Investment casting is only required for metals with high melting points--higher than what a rubber mold can handle (which can easily handle white metals such as pewter alloys which are less than that of gold, silver and bronze/brass). Since burnout requires high temps flasks will be small, and the space for figures within strictly limited. The conventional spin caster for pewter is much more time efficient for the number of figures involved for anything but to create a single metal prototype from a conventionally carved wax model.

If you rely on a 3D printer to make your masters for investing you might as well go the rest of the way and just make the spin caster molds for duplicate figures. Pewter gains nothing from investment casting and loses a lot of its advantages. Investment leaves residues and slight textures on the pieces and cleaning the casting will be a lot of work, silicone and latex molds in spin casters don't. I bet you will have other problems from gases and temprature levels that spin casters don't and finally there is no investment sludge to clean off and get rid of. Not something many consider. It really is an economy of scale issue.

Mick the Metalsmith17 Apr 2017 1:43 p.m. PST

By the way when I refer to s spin caster I speak of pewter casting machines where the rubber mold is huge wheel that is cast directly into. I use a centrifugal caster for lost wax investment casting, but they are two radically different tools. Most investment casters now use vacuum and pressurized casting machines but some holdouts like my self with smal volumes who like centrifugal

forwardmarchstudios Supporting Member of TMP17 Apr 2017 5:34 p.m. PST

Mick_the_Metalsmith-

Lots of good info there! Very good info to know. It's sounding like what I had in mind might not actually be do-able… maybe there was a reason all the investment casting examples were things like faucets, door knobs and coat hangers, and not 20mm wide strips of 2mm infantry figures…

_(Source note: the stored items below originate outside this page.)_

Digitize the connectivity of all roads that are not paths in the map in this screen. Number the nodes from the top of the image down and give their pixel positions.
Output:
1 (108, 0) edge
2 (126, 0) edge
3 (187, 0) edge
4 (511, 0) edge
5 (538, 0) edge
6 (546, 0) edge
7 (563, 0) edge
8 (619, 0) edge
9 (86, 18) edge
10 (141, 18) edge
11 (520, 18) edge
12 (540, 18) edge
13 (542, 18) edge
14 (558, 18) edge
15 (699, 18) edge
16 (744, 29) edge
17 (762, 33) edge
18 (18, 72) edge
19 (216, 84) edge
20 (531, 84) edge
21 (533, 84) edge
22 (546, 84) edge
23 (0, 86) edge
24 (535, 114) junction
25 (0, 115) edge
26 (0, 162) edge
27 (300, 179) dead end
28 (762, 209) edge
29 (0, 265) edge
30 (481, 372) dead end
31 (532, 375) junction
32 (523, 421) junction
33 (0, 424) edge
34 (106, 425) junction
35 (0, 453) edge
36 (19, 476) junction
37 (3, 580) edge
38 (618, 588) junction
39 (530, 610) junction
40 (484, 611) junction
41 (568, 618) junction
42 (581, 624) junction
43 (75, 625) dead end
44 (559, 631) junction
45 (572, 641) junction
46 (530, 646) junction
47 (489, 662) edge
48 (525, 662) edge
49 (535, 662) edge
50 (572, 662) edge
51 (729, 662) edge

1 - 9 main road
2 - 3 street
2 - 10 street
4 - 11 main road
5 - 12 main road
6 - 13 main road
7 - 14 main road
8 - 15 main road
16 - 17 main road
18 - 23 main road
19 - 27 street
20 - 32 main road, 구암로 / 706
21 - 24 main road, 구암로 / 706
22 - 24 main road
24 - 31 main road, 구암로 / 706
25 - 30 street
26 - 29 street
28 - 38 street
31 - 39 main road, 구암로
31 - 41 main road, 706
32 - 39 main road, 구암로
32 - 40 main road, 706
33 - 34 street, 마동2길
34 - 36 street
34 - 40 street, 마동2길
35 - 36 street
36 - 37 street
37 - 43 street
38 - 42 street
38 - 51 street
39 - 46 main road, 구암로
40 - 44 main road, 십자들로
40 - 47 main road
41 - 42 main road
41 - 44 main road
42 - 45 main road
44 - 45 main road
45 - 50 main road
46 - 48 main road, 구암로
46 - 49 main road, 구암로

I've contacted a spin caster/jewelry maker near me about doing some work as well- they haven't got back to me yet. For that matter, neither has the investment caster company, so maybe they're trying to figure out what to make of my order. Then again, only one business day has gone by so far, so they might just be busy. I'm already spoiled by the ten-minute response time for a lot of the 3d printer services…

I'd be open to a spin caster if I could find someone on the west coast to do it for a decent start-up price.

goragrad17 Apr 2017 10:37 p.m. PST

FYI, not all investment/lost was casting uses flasks.

Now that you have stated what you are casting, spin would probably be the better option.

For amusement though, here is a link to a description of the normal investet casting process (note that the models are attached to a central sprue to form a 'tree') -

link

On a final note, in looking at a couple of the companies doing investment casting, their webpages emphasize their capacities for large castings, large runs, and steel alloys and more exotic metals.

Mick the Metalsmith18 Apr 2017 8:11 a.m. PST

The link is pretty informative in a general way but it does describe a gravity pour casting instead of centrifugal. For small castings such as a figure the gravity pour will not be very useful, premature cooling becomes more likely and backflow will require extra careful sprueing . That process works better for larger items. The flaskless slurry coating of investment is again something better suited for larger items as investment is easily damaged and trying to maneuver a very hot large investment shell is a another issue. Flasks can be pretty big 5x8 inches is large enough for jewelry, but to protect a large tree in motion will involve industrial tools beyond the reach of a small studio and overkill for figures. Again economy of scale.